Canicule : 700 décès « indirects » liés aux grandes chaleurs
La canicule du début de l’été a entraîné 700 décès supplémentaires, une « surmortalité limitée » comparée à l’épisode très meurtrier de 2003, et le système de santé, « fortement sollicité », a bien résisté, selon la ministre de la Santé, Marisol Touraine.
Les décès « indirects » liés aux grandes chaleurs
Selon ce premier décompte annoncé jeudi et réalisé par l’Institut de veille sanitaire (InVS), le nombre des décès enregistrés durant l’épisode caniculaire, du 29 juin et 5 juillet, a augmenté de 7% par rapport à la normale (à savoir la moyenne des décès en cette même période de l’année et sans canicule).
« Ces premières données confirment une surmortalité limitée » par rapport aux précédents épisodes de canicule, a souligné la ministre lors d’une conférence de presse. Ainsi la canicule de 2003, du 4 au 18 août, s’était traduite par 15.000 décès supplémentaires (55% de plus par rapport à la moyenne des décès à cette période, hors canicule), a-t-elle rappelé.

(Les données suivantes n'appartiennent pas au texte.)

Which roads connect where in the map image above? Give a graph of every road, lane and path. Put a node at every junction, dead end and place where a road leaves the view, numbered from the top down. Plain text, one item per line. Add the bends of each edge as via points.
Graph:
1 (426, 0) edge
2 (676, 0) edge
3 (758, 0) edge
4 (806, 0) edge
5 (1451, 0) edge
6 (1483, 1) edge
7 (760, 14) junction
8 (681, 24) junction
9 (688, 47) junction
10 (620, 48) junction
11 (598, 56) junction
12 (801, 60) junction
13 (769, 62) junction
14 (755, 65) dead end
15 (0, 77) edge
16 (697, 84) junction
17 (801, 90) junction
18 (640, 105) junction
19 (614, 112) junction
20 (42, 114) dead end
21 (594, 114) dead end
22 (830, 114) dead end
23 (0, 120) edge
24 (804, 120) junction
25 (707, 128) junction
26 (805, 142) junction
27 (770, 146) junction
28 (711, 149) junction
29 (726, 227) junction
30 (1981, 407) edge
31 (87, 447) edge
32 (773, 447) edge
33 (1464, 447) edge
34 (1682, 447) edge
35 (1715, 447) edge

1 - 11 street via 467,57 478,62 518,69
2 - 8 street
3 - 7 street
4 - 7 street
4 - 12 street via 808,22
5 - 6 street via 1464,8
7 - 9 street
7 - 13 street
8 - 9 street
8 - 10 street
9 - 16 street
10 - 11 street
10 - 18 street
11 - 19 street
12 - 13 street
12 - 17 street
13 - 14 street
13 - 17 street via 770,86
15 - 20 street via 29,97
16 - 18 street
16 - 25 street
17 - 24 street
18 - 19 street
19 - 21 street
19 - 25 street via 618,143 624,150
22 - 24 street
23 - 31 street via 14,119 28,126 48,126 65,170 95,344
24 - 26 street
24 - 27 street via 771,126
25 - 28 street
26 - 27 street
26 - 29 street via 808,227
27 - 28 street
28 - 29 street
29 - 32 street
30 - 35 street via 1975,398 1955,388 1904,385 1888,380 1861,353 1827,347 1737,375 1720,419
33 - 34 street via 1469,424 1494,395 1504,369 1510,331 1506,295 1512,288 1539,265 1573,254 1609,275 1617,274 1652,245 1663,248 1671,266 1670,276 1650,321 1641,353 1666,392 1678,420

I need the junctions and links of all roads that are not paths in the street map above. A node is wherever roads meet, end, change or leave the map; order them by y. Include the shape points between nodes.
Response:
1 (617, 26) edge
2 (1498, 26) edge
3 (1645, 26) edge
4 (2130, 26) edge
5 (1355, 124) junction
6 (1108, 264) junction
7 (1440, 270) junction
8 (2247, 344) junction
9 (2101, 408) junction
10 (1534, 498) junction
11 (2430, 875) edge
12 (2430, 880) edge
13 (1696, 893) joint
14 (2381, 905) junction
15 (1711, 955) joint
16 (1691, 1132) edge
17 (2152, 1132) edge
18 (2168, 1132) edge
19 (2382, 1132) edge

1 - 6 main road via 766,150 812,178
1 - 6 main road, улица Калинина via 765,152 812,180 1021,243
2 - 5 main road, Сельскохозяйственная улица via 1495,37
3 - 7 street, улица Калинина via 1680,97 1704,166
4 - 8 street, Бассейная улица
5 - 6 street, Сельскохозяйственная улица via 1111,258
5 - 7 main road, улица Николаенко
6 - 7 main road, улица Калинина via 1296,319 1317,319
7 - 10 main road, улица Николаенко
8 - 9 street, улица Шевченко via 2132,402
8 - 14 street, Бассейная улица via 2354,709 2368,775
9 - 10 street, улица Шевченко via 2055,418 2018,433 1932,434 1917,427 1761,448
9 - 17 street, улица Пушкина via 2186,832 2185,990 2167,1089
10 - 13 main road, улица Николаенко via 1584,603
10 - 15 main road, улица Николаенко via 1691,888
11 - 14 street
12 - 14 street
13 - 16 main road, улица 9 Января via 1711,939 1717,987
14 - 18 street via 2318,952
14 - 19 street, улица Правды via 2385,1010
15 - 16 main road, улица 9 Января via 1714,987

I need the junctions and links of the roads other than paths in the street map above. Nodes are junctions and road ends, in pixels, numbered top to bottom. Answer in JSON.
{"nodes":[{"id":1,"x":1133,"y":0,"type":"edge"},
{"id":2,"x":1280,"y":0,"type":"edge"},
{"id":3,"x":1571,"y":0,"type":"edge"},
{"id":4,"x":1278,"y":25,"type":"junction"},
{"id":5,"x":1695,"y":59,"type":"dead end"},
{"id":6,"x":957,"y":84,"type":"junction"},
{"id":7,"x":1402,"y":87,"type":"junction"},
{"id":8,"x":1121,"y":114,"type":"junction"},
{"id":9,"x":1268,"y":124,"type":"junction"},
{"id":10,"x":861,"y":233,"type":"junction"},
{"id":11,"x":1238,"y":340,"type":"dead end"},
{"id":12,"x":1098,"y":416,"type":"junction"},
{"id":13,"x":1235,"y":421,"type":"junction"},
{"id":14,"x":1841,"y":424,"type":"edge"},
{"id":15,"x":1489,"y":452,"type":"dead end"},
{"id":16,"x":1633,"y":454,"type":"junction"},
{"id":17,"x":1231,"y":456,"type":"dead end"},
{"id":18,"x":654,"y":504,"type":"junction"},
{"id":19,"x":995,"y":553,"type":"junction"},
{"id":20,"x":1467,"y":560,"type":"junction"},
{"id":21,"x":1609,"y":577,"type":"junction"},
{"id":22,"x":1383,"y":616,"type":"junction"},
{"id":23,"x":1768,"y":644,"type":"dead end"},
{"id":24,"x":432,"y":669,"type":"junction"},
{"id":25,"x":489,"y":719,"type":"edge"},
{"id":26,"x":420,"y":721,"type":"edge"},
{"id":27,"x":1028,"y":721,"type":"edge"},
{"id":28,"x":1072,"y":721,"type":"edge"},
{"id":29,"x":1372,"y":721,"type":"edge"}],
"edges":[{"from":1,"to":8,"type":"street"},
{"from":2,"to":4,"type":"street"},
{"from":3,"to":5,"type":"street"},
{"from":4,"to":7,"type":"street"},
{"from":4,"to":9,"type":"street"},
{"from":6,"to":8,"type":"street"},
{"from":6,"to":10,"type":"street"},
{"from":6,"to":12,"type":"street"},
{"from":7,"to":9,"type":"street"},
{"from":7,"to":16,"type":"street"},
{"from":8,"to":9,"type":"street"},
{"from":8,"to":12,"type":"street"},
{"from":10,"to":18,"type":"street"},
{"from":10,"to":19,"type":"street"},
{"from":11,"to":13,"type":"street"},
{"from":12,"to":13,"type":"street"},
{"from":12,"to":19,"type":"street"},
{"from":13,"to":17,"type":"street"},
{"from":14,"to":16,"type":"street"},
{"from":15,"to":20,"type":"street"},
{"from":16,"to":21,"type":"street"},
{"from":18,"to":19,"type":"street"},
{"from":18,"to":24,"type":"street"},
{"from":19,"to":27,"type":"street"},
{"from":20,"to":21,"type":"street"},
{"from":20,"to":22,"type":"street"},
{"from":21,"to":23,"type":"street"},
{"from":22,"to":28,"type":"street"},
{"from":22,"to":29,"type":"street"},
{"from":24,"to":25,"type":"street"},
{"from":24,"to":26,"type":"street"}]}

Ce premier décompte inclut aussi, comme c’est l’habitude, les décès « indirects » liés aux grandes chaleurs, par exemple les noyades supplémentaires en raison du plus grand nombre de baignades.
L’InVS a fait état jeudi dans une autre étude sur une période plus longue d’une hausse du nombre de décès par noyade depuis début juin par rapport à une précédente enquête réalisée en 2012 (109 contre 73), en raison du « beau temps » et des chaleurs élevées. « Tout épisode de canicule s’accompagne d’une surmortalité » et avec le plan canicule « l’enjeu est de tout faire pour que celle-ci soit la plus contenue possible » a déclaré la ministre.
Les urgences ont été « fortement sollicitées » avec 3.580 consultations en lien avec la canicule entre le 29 juin et le 5 juillet, soit trois fois plus qu’en période normale, tandis que les consultations liées à la chaleur auprès du réseau « SOS Médecins » ont été dix fois plus nombreuses (1.460) qu’en période normale.
2.500 appels
« Notre pays a su faire face et contenir fortement l’impact sanitaire de ces chaleurs » malgré le caractère précoce dans l’été de cette canicule et les records de chaleur battus, a dit la ministre. Mise en place dans le cadre du plan canicule, la plate-forme téléphonique d’information a permis de traiter près de 2.500 appels, « ce qui montre bien l’utilité de ce dispositif », a-t-elle encore déclaré.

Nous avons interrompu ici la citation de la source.